Avez-vous cartographié les cas d’usage de l’IA ?

Un premier travail de cartographie des cas d’usage, y compris dans le monde du travail, a été conduit en 2021 dans le cadre du partenariat mondial sur l’IA, avec plus de 150 cas d’usage répertoriés. Depuis, la dynamique générée par l’irruption de l’intelligence artificielle générative a conduit certains acteurs, sous l’égide du ministère du Travail, à mener des travaux de recherche- action sur le sujet pour étudier les apports de l’IA dans le monde du travail en fonction des cas d’usage.

Avez-vous évalué les conséquences du développement de l’IA sur le travail, l’emploi et les compétences ?

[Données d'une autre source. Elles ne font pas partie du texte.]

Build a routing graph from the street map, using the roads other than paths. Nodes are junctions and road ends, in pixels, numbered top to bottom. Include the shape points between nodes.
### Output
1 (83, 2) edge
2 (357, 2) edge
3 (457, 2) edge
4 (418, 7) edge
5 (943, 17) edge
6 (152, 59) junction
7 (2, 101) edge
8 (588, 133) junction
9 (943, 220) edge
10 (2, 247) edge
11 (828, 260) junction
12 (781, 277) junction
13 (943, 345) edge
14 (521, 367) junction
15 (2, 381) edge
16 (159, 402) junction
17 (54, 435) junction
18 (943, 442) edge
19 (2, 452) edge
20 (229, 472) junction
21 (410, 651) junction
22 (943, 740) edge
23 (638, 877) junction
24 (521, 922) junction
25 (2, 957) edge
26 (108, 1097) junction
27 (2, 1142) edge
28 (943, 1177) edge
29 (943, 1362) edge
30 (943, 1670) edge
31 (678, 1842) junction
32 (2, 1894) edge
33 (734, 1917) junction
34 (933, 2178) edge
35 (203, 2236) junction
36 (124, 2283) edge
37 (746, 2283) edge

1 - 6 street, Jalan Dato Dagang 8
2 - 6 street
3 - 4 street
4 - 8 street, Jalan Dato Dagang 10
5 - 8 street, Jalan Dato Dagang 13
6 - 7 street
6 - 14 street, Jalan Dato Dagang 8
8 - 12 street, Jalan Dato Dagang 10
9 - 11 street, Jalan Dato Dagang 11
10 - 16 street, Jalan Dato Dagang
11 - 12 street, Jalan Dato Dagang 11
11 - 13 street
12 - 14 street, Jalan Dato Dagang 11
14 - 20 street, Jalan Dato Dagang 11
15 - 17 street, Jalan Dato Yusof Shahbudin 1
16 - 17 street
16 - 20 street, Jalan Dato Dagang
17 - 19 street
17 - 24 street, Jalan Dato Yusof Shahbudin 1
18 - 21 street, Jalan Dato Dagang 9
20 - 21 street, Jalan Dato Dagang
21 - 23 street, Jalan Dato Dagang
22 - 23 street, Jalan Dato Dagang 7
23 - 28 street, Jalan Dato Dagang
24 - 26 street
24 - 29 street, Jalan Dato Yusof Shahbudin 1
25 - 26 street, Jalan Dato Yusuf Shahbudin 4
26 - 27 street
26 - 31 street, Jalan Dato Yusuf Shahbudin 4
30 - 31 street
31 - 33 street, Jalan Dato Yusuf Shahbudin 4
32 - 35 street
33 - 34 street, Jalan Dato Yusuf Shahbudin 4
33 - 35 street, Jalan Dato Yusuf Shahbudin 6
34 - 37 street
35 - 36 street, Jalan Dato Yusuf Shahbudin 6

L’OCDE estime que 32 % des emplois seront profondément transformés par le développement de l’intelligence artificielle au cours des 20 prochaines années. Il est donc indispensable de travailler à l’anticipation des conséquences du développement de l’IA sur l’emploi, les compétences, et plus largement le travail et son organisation. S’agissant d’une mutation technologique majeure et en perpétuelle évolution, le choix de prendre appui sur les travaux de recherche-action, à partir de situations de travail rencontrées et de cas pratiques analysés, s’est imposé en coopération étroite avec l’ensemble des acteurs publics et privés concernés.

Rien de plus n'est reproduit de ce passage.